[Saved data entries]

◆ ◆ ◆

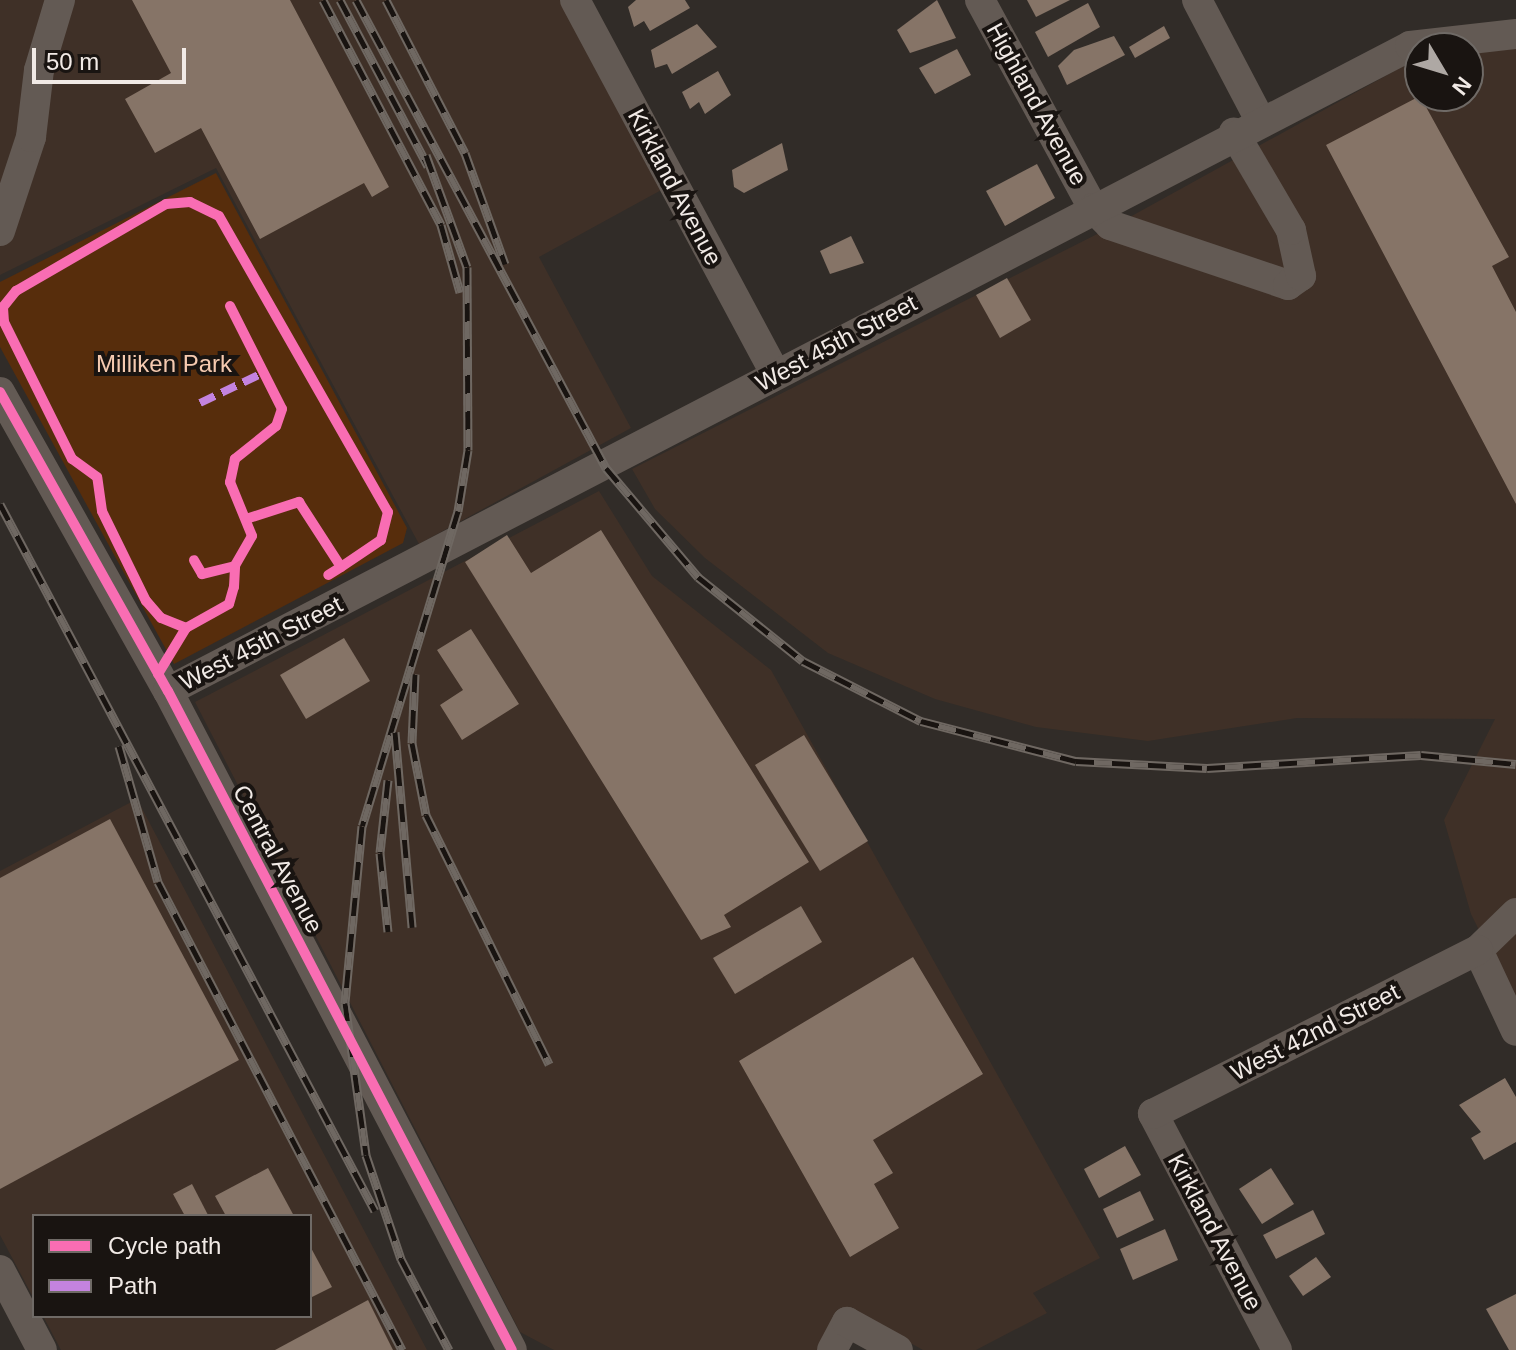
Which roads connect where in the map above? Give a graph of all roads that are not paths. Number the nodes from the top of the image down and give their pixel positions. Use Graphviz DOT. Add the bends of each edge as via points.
graph roads {
  1 [pos="60,0"];
  2 [pos="980,0"];
  3 [pos="1197,0"];
  4 [pos="577,1"];
  5 [pos="1516,34"];
  6 [pos="1247,127"];
  7 [pos="1093,208"];
  8 [pos="0,231"];
  9 [pos="776,375"];
  10 [pos="0,392"];
  11 [pos="168,691"];
  12 [pos="1516,913"];
  13 [pos="1478,950"];
  14 [pos="1516,1031"];
  15 [pos="1153,1114"];
  16 [pos="0,1270"];
  17 [pos="870,1340"];
  18 [pos="42,1350"];
  19 [pos="512,1350"];
  20 [pos="832,1350"];
  21 [pos="1277,1350"];
  1 -- 8 [label="street" via="39,70 31,137"];
  2 -- 7 [label="street, Highland Avenue"];
  3 -- 6 [label="street"];
  4 -- 9 [label="street, Kirkland Avenue"];
  5 -- 6 [label="street, West 45th Street" via="1410,46"];
  6 -- 7 [label="street, West 45th Street"];
  6 -- 7 [label="street" via="1291,230 1301,276 1288,285 1141,239"];
  7 -- 9 [label="street, West 45th Street"];
  9 -- 11 [label="street, West 45th Street"];
  10 -- 11 [label="street, Central Avenue"];
  11 -- 19 [label="street, Central Avenue"];
  12 -- 13 [label="street"];
  13 -- 14 [label="street"];
  13 -- 15 [label="street, West 42nd Street"];
  15 -- 21 [label="street, Kirkland Avenue"];
  16 -- 18 [label="street"];
  17 -- 20 [label="street"];
}
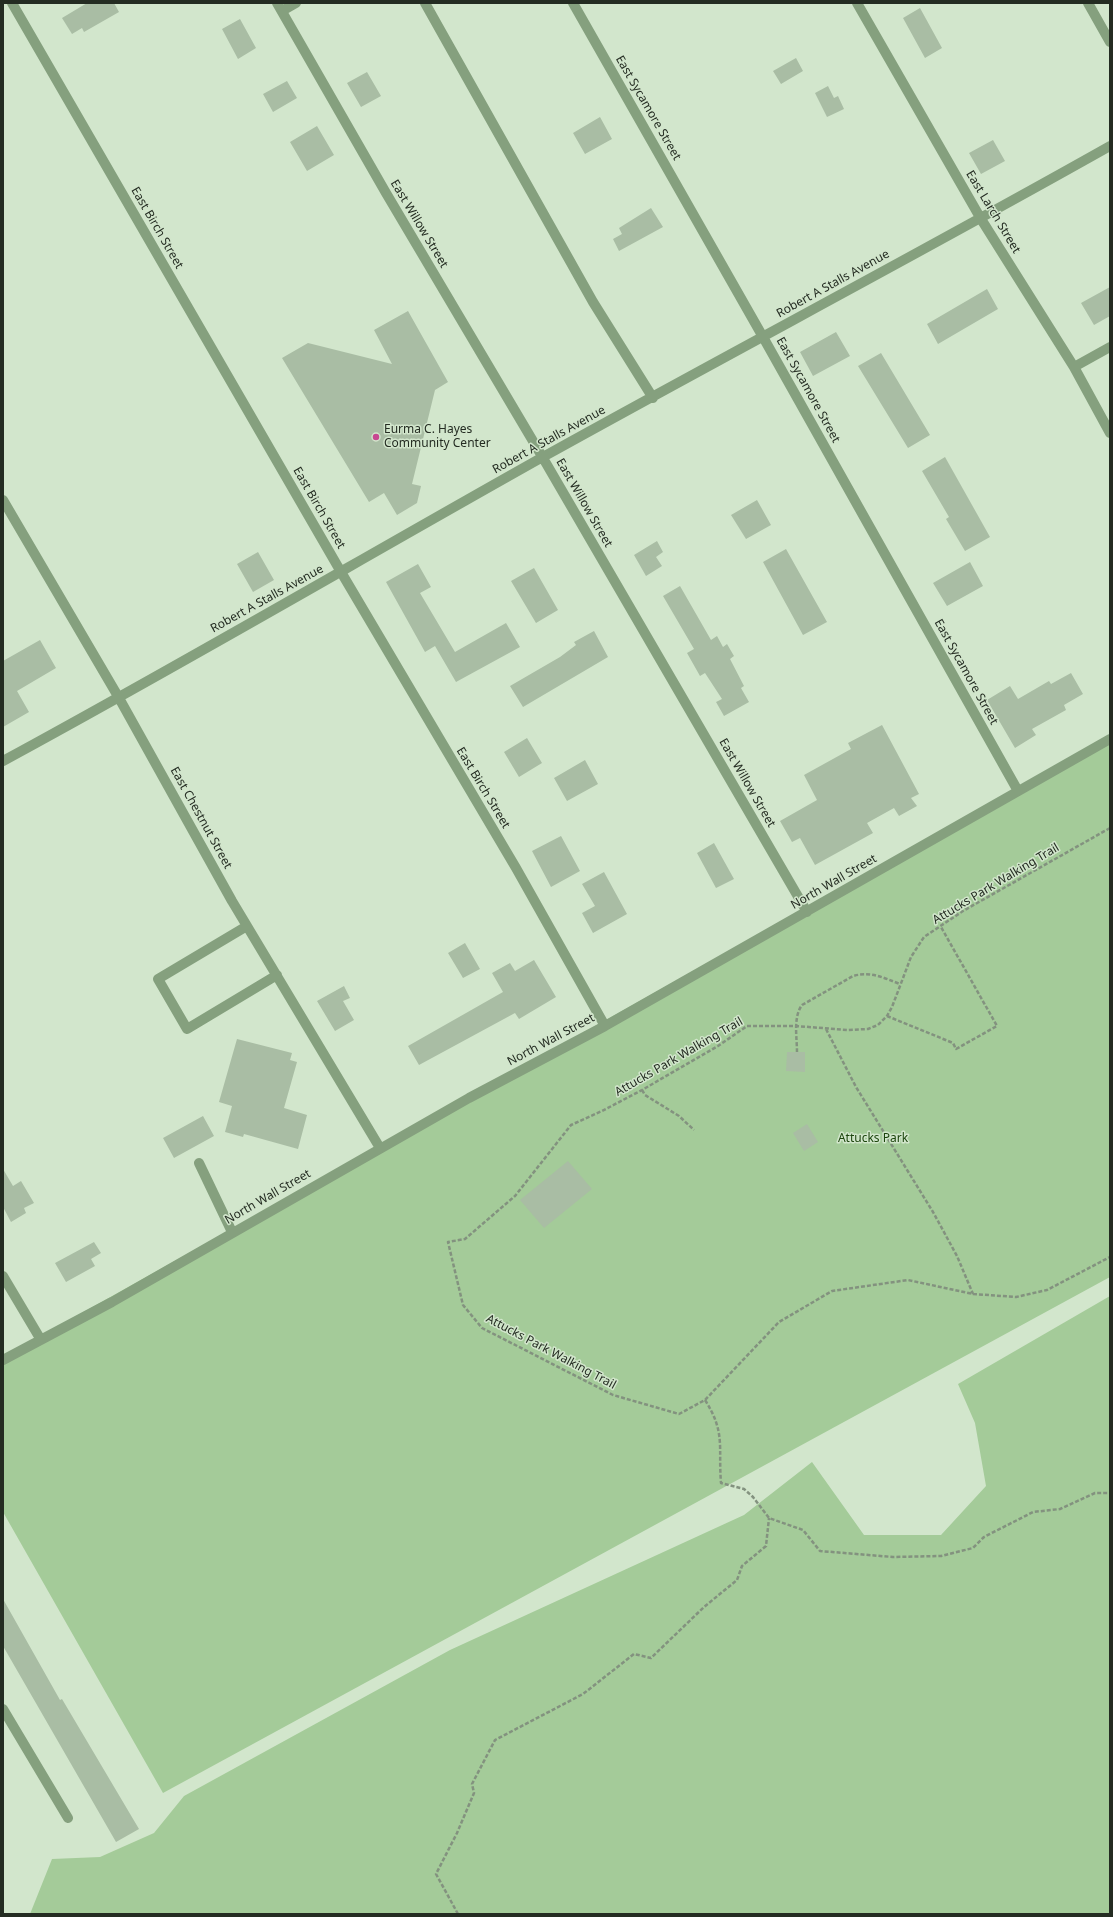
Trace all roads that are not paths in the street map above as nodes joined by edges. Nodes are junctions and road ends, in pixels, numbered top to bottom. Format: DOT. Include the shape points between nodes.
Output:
graph roads {
  1 [pos="12,3"];
  2 [pos="296,3"];
  3 [pos="425,3"];
  4 [pos="573,3"];
  5 [pos="857,3"];
  6 [pos="1088,3"];
  7 [pos="279,7"];
  8 [pos="1110,42"];
  9 [pos="1110,146"];
  10 [pos="981,219"];
  11 [pos="763,337"];
  12 [pos="1110,347"];
  13 [pos="1074,367"];
  14 [pos="653,398"];
  15 [pos="1110,433"];
  16 [pos="543,458"];
  17 [pos="3,500"];
  18 [pos="341,572"];
  19 [pos="119,698"];
  20 [pos="1110,739"];
  21 [pos="3,761"];
  22 [pos="1018,791"];
  23 [pos="807,912"];
  24 [pos="247,926"];
  25 [pos="277,975"];
  26 [pos="605,1026"];
  27 [pos="380,1148"];
  28 [pos="199,1163"];
  29 [pos="232,1232"];
  30 [pos="3,1276"];
  31 [pos="41,1340"];
  32 [pos="3,1360"];
  33 [pos="3,1709"];
  34 [pos="68,1818"];
  1 -- 18 [label="street, East Birch Street"];
  2 -- 7 [label="street"];
  3 -- 14 [label="street" via="593,302"];
  4 -- 11 [label="street, East Sycamore Street"];
  5 -- 10 [label="street, East Larch Street"];
  6 -- 8 [label="street"];
  7 -- 16 [label="street, East Willow Street"];
  9 -- 10 [label="street, Robert A Stalls Avenue"];
  10 -- 11 [label="street, Robert A Stalls Avenue"];
  10 -- 13 [label="street, East Larch Street"];
  11 -- 14 [label="street, Robert A Stalls Avenue"];
  11 -- 22 [label="street, East Sycamore Street"];
  12 -- 13 [label="street"];
  13 -- 15 [label="street, East Larch Street"];
  14 -- 16 [label="street, Robert A Stalls Avenue"];
  16 -- 18 [label="street, Robert A Stalls Avenue"];
  16 -- 23 [label="street, East Willow Street"];
  17 -- 19 [label="street, East Chestnut Street"];
  18 -- 19 [label="street, Robert A Stalls Avenue"];
  18 -- 26 [label="street, East Birch Street" via="512,862"];
  19 -- 21 [label="street, Robert A Stalls Avenue"];
  19 -- 24 [label="street, East Chestnut Street"];
  20 -- 22 [label="street, North Wall Street"];
  22 -- 23 [label="street, North Wall Street"];
  23 -- 26 [label="street, North Wall Street"];
  24 -- 25 [label="street, East Chestnut Street"];
  24 -- 25 [label="street" via="158,979 187,1029"];
  25 -- 27 [label="street, East Chestnut Street"];
  26 -- 27 [label="street, North Wall Street"];
  27 -- 29 [label="street, North Wall Street"];
  28 -- 29 [label="street"];
  29 -- 31 [label="street, North Wall Street"];
  30 -- 31 [label="street"];
  31 -- 32 [label="street, North Wall Street"];
  33 -- 34 [label="street"];
}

◆ ◆ ◆

*Problem requirements:* Set down the records above exactly, leaving out pictures.

*Your response:*
Which roads connect where in the map above? Give a graph of all roads that are not paths. Number the nodes from the top of the image down and give their pixel positions. Use Graphviz DOT. Add the bends of each edge as via points.
graph roads {
  1 [pos="60,0"];
  2 [pos="980,0"];
  3 [pos="1197,0"];
  4 [pos="577,1"];
  5 [pos="1516,34"];
  6 [pos="1247,127"];
  7 [pos="1093,208"];
  8 [pos="0,231"];
  9 [pos="776,375"];
  10 [pos="0,392"];
  11 [pos="168,691"];
  12 [pos="1516,913"];
  13 [pos="1478,950"];
  14 [pos="1516,1031"];
  15 [pos="1153,1114"];
  16 [pos="0,1270"];
  17 [pos="870,1340"];
  18 [pos="42,1350"];
  19 [pos="512,1350"];
  20 [pos="832,1350"];
  21 [pos="1277,1350"];
  1 -- 8 [label="street" via="39,70 31,137"];
  2 -- 7 [label="street, Highland Avenue"];
  3 -- 6 [label="street"];
  4 -- 9 [label="street, Kirkland Avenue"];
  5 -- 6 [label="street, West 45th Street" via="1410,46"];
  6 -- 7 [label="street, West 45th Street"];
  6 -- 7 [label="street" via="1291,230 1301,276 1288,285 1141,239"];
  7 -- 9 [label="street, West 45th Street"];
  9 -- 11 [label="street, West 45th Street"];
  10 -- 11 [label="street, Central Avenue"];
  11 -- 19 [label="street, Central Avenue"];
  12 -- 13 [label="street"];
  13 -- 14 [label="street"];
  13 -- 15 [label="street, West 42nd Street"];
  15 -- 21 [label="street, Kirkland Avenue"];
  16 -- 18 [label="street"];
  17 -- 20 [label="street"];
}
Trace all roads that are not paths in the street map above as nodes joined by edges. Nodes are junctions and road ends, in pixels, numbered top to bottom. Format: DOT. Include the shape points between nodes.
Output:
graph roads {
  1 [pos="12,3"];
  2 [pos="296,3"];
  3 [pos="425,3"];
  4 [pos="573,3"];
  5 [pos="857,3"];
  6 [pos="1088,3"];
  7 [pos="279,7"];
  8 [pos="1110,42"];
  9 [pos="1110,146"];
  10 [pos="981,219"];
  11 [pos="763,337"];
  12 [pos="1110,347"];
  13 [pos="1074,367"];
  14 [pos="653,398"];
  15 [pos="1110,433"];
  16 [pos="543,458"];
  17 [pos="3,500"];
  18 [pos="341,572"];
  19 [pos="119,698"];
  20 [pos="1110,739"];
  21 [pos="3,761"];
  22 [pos="1018,791"];
  23 [pos="807,912"];
  24 [pos="247,926"];
  25 [pos="277,975"];
  26 [pos="605,1026"];
  27 [pos="380,1148"];
  28 [pos="199,1163"];
  29 [pos="232,1232"];
  30 [pos="3,1276"];
  31 [pos="41,1340"];
  32 [pos="3,1360"];
  33 [pos="3,1709"];
  34 [pos="68,1818"];
  1 -- 18 [label="street, East Birch Street"];
  2 -- 7 [label="street"];
  3 -- 14 [label="street" via="593,302"];
  4 -- 11 [label="street, East Sycamore Street"];
  5 -- 10 [label="street, East Larch Street"];
  6 -- 8 [label="street"];
  7 -- 16 [label="street, East Willow Street"];
  9 -- 10 [label="street, Robert A Stalls Avenue"];
  10 -- 11 [label="street, Robert A Stalls Avenue"];
  10 -- 13 [label="street, East Larch Street"];
  11 -- 14 [label="street, Robert A Stalls Avenue"];
  11 -- 22 [label="street, East Sycamore Street"];
  12 -- 13 [label="street"];
  13 -- 15 [label="street, East Larch Street"];
  14 -- 16 [label="street, Robert A Stalls Avenue"];
  16 -- 18 [label="street, Robert A Stalls Avenue"];
  16 -- 23 [label="street, East Willow Street"];
  17 -- 19 [label="street, East Chestnut Street"];
  18 -- 19 [label="street, Robert A Stalls Avenue"];
  18 -- 26 [label="street, East Birch Street" via="512,862"];
  19 -- 21 [label="street, Robert A Stalls Avenue"];
  19 -- 24 [label="street, East Chestnut Street"];
  20 -- 22 [label="street, North Wall Street"];
  22 -- 23 [label="street, North Wall Street"];
  23 -- 26 [label="street, North Wall Street"];
  24 -- 25 [label="street, East Chestnut Street"];
  24 -- 25 [label="street" via="158,979 187,1029"];
  25 -- 27 [label="street, East Chestnut Street"];
  26 -- 27 [label="street, North Wall Street"];
  27 -- 29 [label="street, North Wall Street"];
  28 -- 29 [label="street"];
  29 -- 31 [label="street, North Wall Street"];
  30 -- 31 [label="street"];
  31 -- 32 [label="street, North Wall Street"];
  33 -- 34 [label="street"];
}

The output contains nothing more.